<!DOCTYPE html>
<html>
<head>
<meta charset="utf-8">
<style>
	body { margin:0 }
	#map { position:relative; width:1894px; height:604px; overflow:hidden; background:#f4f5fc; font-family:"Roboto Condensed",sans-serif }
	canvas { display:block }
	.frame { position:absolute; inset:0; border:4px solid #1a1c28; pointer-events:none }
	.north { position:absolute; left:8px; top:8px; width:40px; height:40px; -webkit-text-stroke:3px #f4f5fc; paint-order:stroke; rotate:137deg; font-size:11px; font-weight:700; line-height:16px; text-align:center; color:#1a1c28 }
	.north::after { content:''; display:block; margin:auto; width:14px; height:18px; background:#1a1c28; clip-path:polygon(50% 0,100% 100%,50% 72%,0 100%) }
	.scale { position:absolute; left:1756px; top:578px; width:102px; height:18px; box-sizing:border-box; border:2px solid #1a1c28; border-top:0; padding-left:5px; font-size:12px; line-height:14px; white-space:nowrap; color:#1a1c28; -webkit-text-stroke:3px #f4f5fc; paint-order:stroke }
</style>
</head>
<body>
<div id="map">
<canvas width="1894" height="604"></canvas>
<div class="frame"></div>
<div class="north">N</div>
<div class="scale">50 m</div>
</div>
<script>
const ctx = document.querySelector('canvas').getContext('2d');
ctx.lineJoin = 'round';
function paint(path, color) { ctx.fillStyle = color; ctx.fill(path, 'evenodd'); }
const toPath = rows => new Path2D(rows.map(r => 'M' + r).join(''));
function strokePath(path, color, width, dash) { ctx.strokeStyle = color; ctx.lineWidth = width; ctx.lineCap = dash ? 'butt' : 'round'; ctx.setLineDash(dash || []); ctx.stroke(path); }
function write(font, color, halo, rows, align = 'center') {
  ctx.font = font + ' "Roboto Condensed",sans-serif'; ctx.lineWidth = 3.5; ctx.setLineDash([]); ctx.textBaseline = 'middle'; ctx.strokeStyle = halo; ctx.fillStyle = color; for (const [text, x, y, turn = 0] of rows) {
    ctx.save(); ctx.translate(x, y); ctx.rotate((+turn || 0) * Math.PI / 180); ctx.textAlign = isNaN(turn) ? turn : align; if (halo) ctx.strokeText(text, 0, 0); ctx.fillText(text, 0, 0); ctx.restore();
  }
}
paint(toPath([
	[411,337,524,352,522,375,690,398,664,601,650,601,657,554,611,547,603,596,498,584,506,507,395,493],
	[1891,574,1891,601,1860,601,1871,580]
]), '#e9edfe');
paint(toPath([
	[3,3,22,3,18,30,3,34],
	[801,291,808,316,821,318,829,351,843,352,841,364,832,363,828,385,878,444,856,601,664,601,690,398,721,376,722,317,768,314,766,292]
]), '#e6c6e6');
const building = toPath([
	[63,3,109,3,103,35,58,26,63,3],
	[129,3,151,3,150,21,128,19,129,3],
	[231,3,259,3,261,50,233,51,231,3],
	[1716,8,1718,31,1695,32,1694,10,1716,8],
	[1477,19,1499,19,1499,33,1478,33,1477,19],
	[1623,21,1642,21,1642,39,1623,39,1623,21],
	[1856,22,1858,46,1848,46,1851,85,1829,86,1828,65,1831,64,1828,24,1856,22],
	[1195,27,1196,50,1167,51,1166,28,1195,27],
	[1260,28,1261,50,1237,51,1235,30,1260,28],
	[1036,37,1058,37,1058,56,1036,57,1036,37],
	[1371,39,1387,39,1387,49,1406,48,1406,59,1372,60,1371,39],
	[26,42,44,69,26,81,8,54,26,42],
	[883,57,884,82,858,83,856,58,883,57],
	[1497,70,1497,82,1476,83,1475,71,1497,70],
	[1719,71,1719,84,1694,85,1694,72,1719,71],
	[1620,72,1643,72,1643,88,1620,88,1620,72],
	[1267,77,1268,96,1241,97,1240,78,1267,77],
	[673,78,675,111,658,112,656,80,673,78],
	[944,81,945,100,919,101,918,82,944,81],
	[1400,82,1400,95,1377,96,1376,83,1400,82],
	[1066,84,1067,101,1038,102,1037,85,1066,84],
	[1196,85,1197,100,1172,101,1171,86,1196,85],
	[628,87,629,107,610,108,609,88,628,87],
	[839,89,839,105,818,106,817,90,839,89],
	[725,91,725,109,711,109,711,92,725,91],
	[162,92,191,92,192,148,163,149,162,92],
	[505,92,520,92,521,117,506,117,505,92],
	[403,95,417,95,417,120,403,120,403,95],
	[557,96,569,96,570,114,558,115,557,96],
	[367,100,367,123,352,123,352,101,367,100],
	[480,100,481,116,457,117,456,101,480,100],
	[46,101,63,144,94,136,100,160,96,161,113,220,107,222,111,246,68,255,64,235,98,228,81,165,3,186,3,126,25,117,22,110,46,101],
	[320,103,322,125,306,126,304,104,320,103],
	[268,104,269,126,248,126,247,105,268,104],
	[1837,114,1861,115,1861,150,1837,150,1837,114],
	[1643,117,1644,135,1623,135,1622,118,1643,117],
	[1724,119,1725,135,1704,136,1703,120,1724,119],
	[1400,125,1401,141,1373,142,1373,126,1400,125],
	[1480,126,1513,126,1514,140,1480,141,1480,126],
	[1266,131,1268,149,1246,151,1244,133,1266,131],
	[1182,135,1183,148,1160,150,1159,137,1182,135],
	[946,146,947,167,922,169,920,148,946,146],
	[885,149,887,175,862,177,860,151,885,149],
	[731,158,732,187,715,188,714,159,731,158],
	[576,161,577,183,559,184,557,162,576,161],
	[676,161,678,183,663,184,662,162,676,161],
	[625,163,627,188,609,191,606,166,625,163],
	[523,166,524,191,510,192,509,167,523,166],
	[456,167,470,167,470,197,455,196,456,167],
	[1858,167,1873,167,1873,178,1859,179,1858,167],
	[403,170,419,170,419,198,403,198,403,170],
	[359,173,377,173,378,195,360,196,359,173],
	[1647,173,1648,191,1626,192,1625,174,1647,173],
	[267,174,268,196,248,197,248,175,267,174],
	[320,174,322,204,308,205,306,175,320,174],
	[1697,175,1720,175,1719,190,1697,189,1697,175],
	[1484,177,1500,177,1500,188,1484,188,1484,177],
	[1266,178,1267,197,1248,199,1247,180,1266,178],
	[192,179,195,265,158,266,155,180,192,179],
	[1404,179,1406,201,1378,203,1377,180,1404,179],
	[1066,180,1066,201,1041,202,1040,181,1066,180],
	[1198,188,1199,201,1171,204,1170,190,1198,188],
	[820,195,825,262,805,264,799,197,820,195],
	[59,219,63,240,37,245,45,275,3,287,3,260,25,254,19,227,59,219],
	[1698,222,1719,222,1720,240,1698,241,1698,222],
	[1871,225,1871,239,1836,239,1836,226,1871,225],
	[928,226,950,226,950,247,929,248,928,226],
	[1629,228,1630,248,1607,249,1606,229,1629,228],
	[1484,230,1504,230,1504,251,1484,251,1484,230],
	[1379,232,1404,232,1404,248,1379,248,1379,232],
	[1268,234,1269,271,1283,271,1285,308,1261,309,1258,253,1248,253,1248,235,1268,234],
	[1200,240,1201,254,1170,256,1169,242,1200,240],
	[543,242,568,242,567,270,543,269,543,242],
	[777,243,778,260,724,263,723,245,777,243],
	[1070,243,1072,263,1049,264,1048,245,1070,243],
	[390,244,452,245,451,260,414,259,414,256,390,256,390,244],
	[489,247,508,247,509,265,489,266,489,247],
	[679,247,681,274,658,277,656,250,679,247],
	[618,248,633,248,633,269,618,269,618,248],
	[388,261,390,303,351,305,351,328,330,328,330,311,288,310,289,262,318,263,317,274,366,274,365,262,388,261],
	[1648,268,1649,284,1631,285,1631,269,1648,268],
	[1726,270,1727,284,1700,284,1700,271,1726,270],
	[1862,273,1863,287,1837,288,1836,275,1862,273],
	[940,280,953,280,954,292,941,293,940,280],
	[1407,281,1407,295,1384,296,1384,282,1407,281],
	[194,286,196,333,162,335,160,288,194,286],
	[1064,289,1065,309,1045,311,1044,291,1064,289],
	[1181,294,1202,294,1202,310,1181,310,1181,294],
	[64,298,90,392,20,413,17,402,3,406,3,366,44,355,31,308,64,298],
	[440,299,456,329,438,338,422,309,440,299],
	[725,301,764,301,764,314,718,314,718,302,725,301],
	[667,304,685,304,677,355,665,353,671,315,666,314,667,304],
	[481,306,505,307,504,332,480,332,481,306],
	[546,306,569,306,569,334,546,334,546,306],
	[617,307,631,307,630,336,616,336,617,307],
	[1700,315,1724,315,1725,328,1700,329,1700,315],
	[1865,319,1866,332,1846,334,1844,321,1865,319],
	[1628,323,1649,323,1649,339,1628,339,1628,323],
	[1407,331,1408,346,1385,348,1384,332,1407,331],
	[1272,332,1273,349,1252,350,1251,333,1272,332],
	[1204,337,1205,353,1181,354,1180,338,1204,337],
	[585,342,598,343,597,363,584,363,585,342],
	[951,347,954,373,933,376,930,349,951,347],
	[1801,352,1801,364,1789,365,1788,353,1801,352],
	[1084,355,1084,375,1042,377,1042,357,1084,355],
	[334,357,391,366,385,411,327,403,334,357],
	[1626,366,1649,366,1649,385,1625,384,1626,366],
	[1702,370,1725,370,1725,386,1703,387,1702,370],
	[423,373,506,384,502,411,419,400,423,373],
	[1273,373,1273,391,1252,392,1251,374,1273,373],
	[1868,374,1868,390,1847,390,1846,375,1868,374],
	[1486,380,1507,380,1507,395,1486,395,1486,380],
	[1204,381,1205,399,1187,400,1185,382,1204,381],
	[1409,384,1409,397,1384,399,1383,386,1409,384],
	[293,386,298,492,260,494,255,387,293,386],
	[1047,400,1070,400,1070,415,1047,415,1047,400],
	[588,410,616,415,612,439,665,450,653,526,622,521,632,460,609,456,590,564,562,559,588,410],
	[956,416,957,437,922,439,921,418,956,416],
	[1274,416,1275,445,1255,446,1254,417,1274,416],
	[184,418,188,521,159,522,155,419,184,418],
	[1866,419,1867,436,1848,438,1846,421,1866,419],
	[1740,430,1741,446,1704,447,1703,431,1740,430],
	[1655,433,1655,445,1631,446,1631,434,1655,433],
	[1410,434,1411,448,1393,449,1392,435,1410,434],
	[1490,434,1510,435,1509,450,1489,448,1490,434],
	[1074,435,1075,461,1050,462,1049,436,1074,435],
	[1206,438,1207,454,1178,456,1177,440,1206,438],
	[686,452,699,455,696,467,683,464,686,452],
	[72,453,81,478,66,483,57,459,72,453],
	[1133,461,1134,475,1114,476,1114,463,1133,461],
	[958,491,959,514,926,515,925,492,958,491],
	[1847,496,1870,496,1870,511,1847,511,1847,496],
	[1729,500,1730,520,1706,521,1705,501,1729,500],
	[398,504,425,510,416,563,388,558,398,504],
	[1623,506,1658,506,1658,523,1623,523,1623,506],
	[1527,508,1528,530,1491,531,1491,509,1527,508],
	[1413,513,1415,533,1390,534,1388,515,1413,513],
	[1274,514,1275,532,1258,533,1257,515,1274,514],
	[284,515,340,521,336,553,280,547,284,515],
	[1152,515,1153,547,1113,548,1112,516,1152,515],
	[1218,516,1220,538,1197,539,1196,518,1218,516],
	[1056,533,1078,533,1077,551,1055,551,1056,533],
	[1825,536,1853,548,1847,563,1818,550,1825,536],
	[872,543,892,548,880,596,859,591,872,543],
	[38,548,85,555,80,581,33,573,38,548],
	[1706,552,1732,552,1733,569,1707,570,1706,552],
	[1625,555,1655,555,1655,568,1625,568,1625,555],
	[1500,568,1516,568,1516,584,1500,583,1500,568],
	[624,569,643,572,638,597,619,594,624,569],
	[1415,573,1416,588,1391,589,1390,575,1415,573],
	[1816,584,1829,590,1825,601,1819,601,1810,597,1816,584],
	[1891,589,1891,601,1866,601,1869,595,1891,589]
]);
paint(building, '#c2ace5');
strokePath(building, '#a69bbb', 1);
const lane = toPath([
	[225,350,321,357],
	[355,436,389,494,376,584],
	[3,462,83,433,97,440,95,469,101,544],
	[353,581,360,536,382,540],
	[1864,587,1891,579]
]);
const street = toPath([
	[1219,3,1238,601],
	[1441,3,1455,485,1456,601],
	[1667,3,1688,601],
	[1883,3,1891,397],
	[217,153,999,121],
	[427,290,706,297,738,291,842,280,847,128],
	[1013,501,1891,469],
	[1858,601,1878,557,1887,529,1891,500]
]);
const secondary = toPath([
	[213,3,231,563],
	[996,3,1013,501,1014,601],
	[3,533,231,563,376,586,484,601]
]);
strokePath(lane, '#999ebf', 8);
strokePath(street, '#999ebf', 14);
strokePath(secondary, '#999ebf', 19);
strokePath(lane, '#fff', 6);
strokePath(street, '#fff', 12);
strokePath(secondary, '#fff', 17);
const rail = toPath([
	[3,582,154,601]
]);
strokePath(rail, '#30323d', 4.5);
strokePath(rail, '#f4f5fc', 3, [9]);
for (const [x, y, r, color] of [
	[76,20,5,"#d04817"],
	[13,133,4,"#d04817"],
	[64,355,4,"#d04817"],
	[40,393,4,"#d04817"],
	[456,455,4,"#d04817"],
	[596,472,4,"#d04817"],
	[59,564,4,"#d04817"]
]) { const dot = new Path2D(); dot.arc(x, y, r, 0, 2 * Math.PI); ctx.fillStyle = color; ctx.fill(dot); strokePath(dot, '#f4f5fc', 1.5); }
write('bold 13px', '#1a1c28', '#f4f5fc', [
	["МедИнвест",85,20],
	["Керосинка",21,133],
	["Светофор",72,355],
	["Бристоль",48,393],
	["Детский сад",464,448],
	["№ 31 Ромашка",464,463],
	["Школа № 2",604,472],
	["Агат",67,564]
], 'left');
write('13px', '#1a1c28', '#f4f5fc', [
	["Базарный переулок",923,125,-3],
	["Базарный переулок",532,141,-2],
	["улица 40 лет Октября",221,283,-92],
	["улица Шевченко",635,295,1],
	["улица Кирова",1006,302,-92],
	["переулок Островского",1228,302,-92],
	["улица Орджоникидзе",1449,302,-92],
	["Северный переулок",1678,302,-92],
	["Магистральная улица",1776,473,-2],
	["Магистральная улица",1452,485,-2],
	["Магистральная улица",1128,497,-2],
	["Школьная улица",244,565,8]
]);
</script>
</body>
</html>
┄┄┄┄┄┄
> [EXERCISE DETAILS] Search the listing above for "canvas" and copy every line that holds it.

> [RESPONSE BOX]
	canvas { display:block }
<canvas width="1894" height="604"></canvas>
const ctx = document.querySelector('canvas').getContext('2d');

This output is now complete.